REST API — Cronheart

Create and list monitors and notification channels programmatically — the same operations as the dashboard, scriptable from CI or an agent. Every write runs through the same validation and plan checks as the web app, so an API-created monitor behaves exactly like one made in the UI. API access is included from the Starter plan up.

Authentication

Create a personal access token under Account → API tokens (it's shown once). Send it as a bearer token on every request:

curl -H "Authorization: Bearer cmk_…" \
  https://cronheart.com/api/v1/monitors

A missing, invalid, expired, or revoked token returns 401. A token whose plan no longer includes API access returns 402. Requests are rate-limited per token; every response carries X-RateLimit-Limit, X-RateLimit-Remaining, and X-RateLimit-Reset.

Create a monitor

POST /api/v1/monitors — returns 201 with a Location header and the monitor (including its ping_url).
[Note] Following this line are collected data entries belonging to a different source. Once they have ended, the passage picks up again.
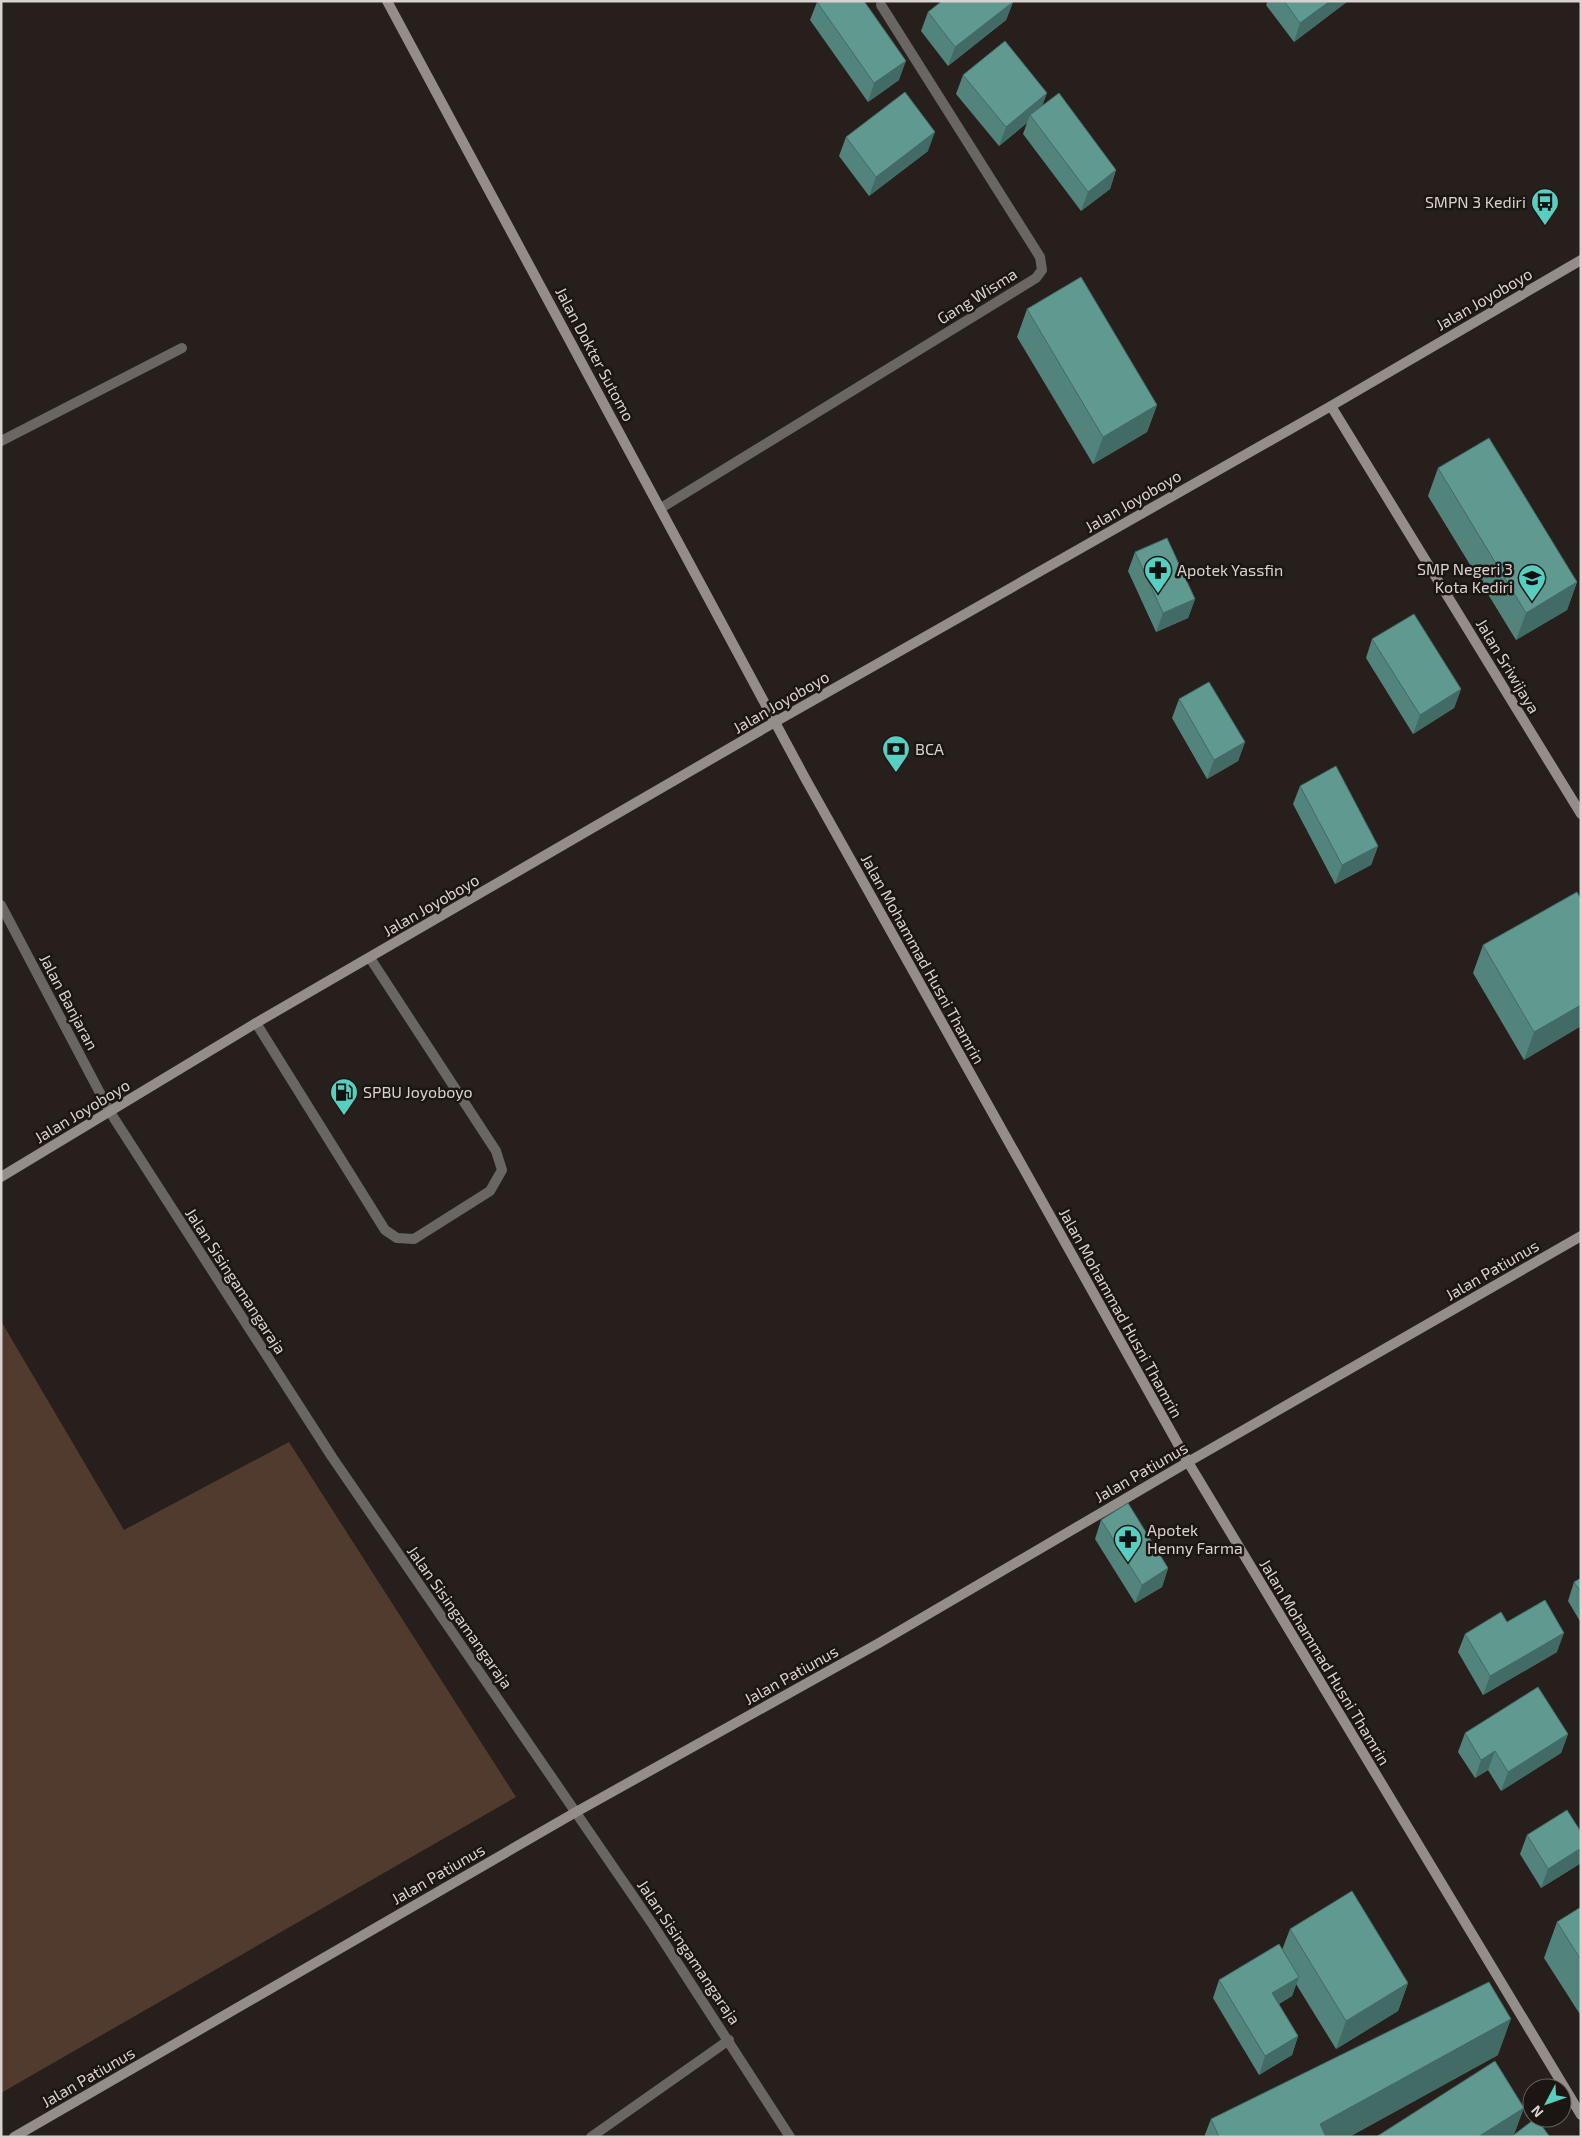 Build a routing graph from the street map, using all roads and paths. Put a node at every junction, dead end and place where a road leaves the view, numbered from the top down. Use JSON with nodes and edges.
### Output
{"nodes":[{"id":1,"x":387,"y":1,"type":"edge"},
{"id":2,"x":881,"y":5,"type":"dead end"},
{"id":3,"x":1581,"y":260,"type":"edge"},
{"id":4,"x":182,"y":348,"type":"dead end"},
{"id":5,"x":1331,"y":406,"type":"junction"},
{"id":6,"x":1,"y":441,"type":"edge"},
{"id":7,"x":661,"y":508,"type":"junction"},
{"id":8,"x":775,"y":722,"type":"junction"},
{"id":9,"x":1581,"y":814,"type":"edge"},
{"id":10,"x":1,"y":905,"type":"edge"},
{"id":11,"x":370,"y":958,"type":"junction"},
{"id":12,"x":256,"y":1023,"type":"junction"},
{"id":13,"x":110,"y":1112,"type":"junction"},
{"id":14,"x":1,"y":1177,"type":"edge"},
{"id":15,"x":1581,"y":1236,"type":"edge"},
{"id":16,"x":1188,"y":1462,"type":"junction"},
{"id":17,"x":576,"y":1812,"type":"junction"},
{"id":18,"x":728,"y":2040,"type":"junction"},
{"id":19,"x":1581,"y":2115,"type":"edge"},
{"id":20,"x":15,"y":2137,"type":"edge"},
{"id":21,"x":591,"y":2137,"type":"edge"},
{"id":22,"x":790,"y":2137,"type":"edge"}],
"edges":[{"from":1,"to":7,"type":"street","name":"Jalan Dokter Sutomo"},
{"from":2,"to":7,"type":"street","name":"Gang Wisma"},
{"from":3,"to":5,"type":"street","name":"Jalan Joyoboyo"},
{"from":4,"to":6,"type":"street"},
{"from":5,"to":8,"type":"street","name":"Jalan Joyoboyo"},
{"from":5,"to":9,"type":"street","name":"Jalan Sriwijaya"},
{"from":7,"to":8,"type":"street","name":"Jalan Dokter Sutomo"},
{"from":8,"to":11,"type":"street","name":"Jalan Joyoboyo"},
{"from":8,"to":16,"type":"street","name":"Jalan Mohammad Husni Thamrin"},
{"from":10,"to":13,"type":"street","name":"Jalan Banjaran"},
{"from":11,"to":12,"type":"street","name":"Jalan Joyoboyo"},
{"from":11,"to":12,"type":"street"},
{"from":12,"to":13,"type":"street","name":"Jalan Joyoboyo"},
{"from":13,"to":14,"type":"street","name":"Jalan Joyoboyo"},
{"from":13,"to":17,"type":"street","name":"Jalan Sisingamangaraja"},
{"from":15,"to":16,"type":"street","name":"Jalan Patiunus"},
{"from":16,"to":17,"type":"street","name":"Jalan Patiunus"},
{"from":16,"to":19,"type":"street","name":"Jalan Mohammad Husni Thamrin"},
{"from":17,"to":18,"type":"street","name":"Jalan Sisingamangaraja"},
{"from":17,"to":20,"type":"street","name":"Jalan Patiunus"},
{"from":18,"to":21,"type":"street"},
{"from":18,"to":22,"type":"street","name":"Jalan Sisingamangaraja"}]}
curl -X POST https://cronheart.com/api/v1/monitors \
  -H "Authorization: Bearer cmk_…" \
  -H "Content-Type: application/json" \
  -d '{
    "name": "nightly-backup",
    "schedule_kind": "interval",
    "schedule_expr": "3600",
    "tz": "UTC",
    "grace_seconds": 60,
    "channel_ids": []
  }'

schedule_kind is cron (a 5-field expression), interval (integer seconds, 30–31,622,400), or simple (e.g. "daily at 03:00"). channel_ids is optional — leave it empty to fan out to every verified channel in your project.

List & fetch monitors

GET /api/v1/monitors?limit=50&offset=0 returns { "data": [...], "total": N }. GET /api/v1/monitors/{uuid} returns a single monitor (or 404 if it isn't yours).

Create a channel

POST /api/v1/channels — the body is keyed by kind:

{"kind":"telegram","label":"ops","chat_id":"-100123456789"}
{"kind":"slack","label":"alerts","webhook_url":"https://hooks.slack.com/services/…"}
{"kind":"webhook","label":"my-hook","webhook_url":"https://example.com/hook","secret":"<16+ chars>"}
{"kind":"email","label":"on-call","address":"ops@example.com"}

Channels are created unverified. An email channel triggers a verification link to the address; the others verify on their first successful test send from the dashboard. Webhook URLs must be public HTTPS endpoints — loopback and private addresses are rejected. GET /api/v1/channels lists them (secrets are redacted).

Errors

Errors are application/problem+json (RFC 7807):

{"type":"about:blank","title":"Unprocessable Entity","status":422,
 "detail":"One or more fields are invalid.","errors":{"name":"This value is too short."}}

Status	When
`400`	Body is not valid JSON.
`401`	Missing / invalid / expired / revoked token.
`402`	Your plan doesn't include API access.
`403`	Monitor limit reached, or account email unverified.
`404`	Resource not found (or not yours).
`409`	That channel kind is temporarily disabled.
`422`	Validation failed — see the `errors` map.
`429`	Rate limit exceeded — see `Retry-After`.

Idempotency: a retried POST /api/v1/monitors creates a second monitor — the endpoint is not idempotent in v1. Guard retries on your side.

PHP integration

If you're on Symfony or Laravel, the cron-monitor/php-sdk wraps the ping endpoint with first-class scheduler integrations — composer require cron-monitor/php-sdk.